An obscure story of refugee resilience in Havana brought to light, a dramatization of a South African lawyer’s fight against apartheid in 1963 and a Mossad agent protecting an asset in a safe house in Hamburg. These films are among the highlights of the National Center for Jewish Film’s 21st Annual Film Festival, which runs May 2-13.
“Cuba’s Forgotten Jewels”
“Cuba’s Forgotten Jewels” (Courtesy photo)
Growing up, Judy Kreith heard her mother’s exotic stories about Cuba. Marion Kreith was just 14 when she and her family boarded a ship from war-torn Europe to evade the Nazis. Their destination was the tropical paradise of Cuba, where these Jewish refugees knew no one and did not speak a word of Spanish. All told, over 12,000 Jews fleeing Hitler arrived in Cuba from 1933 to 1944.
Their story is encapsulated in a 46-minute documentary directed by Judy Kreith and Robin Truesdale called “Cuba’s Forgotten Jewels.” Marion Kreith’s story is just one of the personal accounts in this short film in which history and memory work in tandem to tell the tale of the thriving, albeit temporary, diamond-cutting business those refugees brought to Cuba. The business allowed the refugees to make a living on an island that had limited economic opportunity for them. At the time of their arrival, foreigners were not allowed to have jobs in Cuba. To get around the prohibition, a group of enterprising refugees struck a deal with the Cuban government to employ Cubans as well in their businesses. Marion Kreith was just 15 when she went to work as a diamond cutter.
While the story is fascinating, it is also a counterpoint to the tragic voyage of the St. Louis in 1939. The passengers on the steamship were Jewish refugees who had sailed from Hamburg to Havana in the hopes of escaping the Nazis. However, they were not allowed to disembark in Cuba or the United States. The ship was eventually sent back to Europe, and almost half of the 900 or so passengers perished in the Holocaust.

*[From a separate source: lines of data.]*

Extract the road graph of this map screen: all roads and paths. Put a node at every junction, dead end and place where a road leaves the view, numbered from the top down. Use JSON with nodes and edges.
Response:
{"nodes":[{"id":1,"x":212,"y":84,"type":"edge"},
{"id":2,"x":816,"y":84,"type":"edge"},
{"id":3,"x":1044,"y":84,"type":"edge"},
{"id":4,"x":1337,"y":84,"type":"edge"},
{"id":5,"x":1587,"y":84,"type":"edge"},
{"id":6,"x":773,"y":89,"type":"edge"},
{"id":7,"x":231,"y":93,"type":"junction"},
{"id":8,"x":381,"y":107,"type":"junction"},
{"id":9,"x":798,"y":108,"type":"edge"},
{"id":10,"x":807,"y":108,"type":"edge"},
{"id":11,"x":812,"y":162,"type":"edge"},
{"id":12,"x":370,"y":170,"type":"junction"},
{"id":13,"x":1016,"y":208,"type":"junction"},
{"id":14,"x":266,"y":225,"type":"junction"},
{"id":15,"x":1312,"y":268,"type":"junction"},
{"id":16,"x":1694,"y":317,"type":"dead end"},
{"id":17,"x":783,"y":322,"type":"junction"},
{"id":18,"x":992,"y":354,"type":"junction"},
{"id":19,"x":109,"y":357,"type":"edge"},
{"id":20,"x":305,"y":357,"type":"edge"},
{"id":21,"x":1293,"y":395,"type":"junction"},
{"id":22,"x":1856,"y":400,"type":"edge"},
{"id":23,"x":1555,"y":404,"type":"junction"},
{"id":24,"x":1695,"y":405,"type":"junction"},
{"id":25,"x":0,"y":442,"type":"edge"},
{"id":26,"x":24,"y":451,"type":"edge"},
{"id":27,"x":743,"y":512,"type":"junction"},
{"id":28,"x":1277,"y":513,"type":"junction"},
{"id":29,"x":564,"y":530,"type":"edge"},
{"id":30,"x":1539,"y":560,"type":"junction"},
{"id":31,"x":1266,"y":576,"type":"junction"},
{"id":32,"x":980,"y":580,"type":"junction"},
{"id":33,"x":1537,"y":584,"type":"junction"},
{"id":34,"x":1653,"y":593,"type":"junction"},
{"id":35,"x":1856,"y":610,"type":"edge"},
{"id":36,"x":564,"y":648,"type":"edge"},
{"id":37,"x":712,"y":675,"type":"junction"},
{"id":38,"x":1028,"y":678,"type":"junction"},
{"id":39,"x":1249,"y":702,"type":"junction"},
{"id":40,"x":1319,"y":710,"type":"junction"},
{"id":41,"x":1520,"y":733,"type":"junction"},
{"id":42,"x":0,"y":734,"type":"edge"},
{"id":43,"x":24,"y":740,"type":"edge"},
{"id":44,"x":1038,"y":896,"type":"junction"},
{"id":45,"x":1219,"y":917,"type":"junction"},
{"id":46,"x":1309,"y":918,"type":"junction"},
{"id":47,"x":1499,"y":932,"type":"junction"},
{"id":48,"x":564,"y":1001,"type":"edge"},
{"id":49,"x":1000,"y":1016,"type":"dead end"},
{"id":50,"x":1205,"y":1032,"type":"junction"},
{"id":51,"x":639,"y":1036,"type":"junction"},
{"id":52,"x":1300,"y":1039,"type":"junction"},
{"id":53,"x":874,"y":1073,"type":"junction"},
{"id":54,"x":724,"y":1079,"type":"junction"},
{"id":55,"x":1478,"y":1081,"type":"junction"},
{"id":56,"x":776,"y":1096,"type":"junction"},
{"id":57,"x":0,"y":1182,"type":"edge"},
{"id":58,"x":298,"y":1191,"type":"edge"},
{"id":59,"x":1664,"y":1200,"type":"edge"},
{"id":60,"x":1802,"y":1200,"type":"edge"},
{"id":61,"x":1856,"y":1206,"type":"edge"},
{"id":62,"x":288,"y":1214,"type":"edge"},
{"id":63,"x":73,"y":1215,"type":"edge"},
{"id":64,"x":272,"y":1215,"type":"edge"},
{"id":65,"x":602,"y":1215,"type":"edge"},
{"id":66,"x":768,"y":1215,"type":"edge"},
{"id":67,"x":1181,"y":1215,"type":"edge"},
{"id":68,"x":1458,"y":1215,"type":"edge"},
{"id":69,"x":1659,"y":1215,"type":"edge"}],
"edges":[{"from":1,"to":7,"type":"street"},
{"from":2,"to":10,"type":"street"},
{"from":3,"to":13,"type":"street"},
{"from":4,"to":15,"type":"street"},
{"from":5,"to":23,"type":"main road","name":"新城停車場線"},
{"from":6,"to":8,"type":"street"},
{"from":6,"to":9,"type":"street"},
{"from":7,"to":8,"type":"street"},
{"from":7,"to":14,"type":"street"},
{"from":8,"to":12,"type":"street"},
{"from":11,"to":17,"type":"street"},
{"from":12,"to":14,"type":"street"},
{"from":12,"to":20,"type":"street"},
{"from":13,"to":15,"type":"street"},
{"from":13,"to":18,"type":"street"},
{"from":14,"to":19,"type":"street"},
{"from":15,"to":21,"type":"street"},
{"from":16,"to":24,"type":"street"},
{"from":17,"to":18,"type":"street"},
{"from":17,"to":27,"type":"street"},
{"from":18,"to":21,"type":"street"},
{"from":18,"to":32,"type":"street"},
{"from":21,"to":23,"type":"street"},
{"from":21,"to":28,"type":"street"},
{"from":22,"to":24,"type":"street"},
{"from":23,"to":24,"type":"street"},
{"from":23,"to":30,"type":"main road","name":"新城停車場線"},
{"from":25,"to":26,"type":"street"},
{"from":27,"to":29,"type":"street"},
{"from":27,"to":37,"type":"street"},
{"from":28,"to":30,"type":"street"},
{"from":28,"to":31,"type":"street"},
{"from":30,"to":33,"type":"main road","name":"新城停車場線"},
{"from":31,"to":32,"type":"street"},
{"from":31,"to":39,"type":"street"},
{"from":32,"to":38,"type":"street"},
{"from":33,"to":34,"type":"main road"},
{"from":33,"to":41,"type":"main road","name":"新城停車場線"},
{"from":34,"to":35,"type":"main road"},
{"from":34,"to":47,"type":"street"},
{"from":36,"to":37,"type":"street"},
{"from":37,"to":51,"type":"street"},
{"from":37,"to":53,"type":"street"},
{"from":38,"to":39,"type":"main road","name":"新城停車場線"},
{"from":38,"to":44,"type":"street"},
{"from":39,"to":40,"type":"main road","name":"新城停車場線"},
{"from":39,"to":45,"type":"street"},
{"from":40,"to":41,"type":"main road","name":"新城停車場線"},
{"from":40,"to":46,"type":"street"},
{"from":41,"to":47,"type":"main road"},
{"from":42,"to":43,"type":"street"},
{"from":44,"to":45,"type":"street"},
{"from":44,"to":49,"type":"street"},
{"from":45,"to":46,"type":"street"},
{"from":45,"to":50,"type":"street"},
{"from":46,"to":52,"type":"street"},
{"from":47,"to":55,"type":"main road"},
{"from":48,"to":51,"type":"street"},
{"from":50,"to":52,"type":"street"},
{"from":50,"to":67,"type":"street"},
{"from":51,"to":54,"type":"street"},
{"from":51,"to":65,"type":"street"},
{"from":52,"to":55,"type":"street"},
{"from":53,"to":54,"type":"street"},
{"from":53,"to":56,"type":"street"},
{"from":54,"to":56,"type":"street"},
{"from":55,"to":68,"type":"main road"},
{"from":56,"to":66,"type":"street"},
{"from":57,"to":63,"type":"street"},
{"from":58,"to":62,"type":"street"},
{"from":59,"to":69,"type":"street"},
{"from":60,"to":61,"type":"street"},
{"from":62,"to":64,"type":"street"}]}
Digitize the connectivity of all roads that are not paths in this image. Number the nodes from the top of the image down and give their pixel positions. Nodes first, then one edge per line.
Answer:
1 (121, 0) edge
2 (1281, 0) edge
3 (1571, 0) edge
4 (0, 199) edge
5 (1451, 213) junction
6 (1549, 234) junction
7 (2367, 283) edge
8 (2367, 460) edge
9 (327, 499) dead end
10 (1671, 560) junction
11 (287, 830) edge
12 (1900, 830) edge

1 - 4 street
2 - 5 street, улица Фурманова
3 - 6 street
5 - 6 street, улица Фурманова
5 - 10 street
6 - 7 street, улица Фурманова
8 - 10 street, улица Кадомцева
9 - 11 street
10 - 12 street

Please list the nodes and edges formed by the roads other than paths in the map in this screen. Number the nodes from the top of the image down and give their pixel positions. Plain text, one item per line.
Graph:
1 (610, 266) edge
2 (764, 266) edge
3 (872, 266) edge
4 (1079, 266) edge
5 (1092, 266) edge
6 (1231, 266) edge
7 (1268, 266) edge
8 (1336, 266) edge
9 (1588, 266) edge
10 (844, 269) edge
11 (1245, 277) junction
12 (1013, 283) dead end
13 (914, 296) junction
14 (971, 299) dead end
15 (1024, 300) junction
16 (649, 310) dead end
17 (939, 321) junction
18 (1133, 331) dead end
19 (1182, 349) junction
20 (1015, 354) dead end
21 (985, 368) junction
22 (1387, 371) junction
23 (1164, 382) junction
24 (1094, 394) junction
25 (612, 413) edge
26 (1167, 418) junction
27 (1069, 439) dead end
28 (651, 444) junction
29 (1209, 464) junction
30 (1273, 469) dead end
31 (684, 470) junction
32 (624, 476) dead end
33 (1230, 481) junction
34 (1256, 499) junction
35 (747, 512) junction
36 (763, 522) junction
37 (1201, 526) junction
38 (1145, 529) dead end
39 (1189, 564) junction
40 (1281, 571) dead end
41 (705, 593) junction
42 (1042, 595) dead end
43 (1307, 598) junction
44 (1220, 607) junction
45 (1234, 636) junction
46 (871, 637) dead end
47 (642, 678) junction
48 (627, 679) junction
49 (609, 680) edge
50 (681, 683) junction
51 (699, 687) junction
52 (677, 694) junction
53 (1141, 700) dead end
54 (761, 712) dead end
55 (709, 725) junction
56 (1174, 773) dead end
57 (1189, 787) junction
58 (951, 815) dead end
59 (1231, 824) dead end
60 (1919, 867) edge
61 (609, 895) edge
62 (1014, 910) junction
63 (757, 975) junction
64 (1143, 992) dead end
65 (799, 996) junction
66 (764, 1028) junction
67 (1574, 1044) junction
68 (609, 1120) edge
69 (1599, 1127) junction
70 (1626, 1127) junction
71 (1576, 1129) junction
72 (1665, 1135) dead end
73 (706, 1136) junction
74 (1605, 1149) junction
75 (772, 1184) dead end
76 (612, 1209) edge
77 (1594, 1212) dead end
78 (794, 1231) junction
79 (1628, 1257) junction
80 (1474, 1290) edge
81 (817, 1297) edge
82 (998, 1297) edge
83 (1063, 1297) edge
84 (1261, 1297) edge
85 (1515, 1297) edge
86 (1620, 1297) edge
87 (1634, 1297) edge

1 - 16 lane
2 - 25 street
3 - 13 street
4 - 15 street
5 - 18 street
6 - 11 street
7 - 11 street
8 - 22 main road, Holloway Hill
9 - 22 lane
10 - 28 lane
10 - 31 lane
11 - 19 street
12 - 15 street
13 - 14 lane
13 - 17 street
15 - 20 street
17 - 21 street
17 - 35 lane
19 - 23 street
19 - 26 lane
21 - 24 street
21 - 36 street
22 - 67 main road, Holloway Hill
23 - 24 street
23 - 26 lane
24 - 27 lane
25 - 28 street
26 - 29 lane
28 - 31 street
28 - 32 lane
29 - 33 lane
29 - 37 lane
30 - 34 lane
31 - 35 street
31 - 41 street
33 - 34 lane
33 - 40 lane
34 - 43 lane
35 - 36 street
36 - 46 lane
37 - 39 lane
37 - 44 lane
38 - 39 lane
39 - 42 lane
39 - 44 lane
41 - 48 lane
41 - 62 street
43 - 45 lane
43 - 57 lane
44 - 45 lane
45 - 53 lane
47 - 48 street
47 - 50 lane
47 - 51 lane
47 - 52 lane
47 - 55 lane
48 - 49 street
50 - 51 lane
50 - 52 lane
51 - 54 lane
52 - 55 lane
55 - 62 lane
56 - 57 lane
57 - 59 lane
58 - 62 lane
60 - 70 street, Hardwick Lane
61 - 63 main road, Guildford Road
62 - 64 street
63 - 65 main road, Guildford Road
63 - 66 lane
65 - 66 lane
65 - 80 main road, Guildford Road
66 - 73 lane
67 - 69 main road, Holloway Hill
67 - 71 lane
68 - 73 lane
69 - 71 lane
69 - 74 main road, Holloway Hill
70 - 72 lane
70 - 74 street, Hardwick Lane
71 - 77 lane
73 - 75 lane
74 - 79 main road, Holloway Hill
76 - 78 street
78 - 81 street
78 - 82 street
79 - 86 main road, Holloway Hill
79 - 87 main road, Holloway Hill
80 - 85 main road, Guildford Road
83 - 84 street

After the war, many of the European Jewish refugees in Cuba went on to the United States. A few resettled in Europe and others immigrated to Israel. Their departure meant the end of the Jewish diamond-cutting business in Cuba. Thanks to “Cuba’s Forgotten Jewels,” this little-known piece of Jewish history from the Holocaust era has been preserved.
The year is 1963 and it is the height of apartheid in South Africa. Ten men are arrested on a farm in Rivonia, accused of conspiring to commit sabotage and violent acts against the government of South Africa. The group is made up of blacks and Jews who are still led by the imprisoned Nelson Mandela. Their lawyer is a courageous white Afrikaner named Bram Fischer. Though not as well-known as his famous client Mandela, Fischer was an important figure in the anti-apartheid movement.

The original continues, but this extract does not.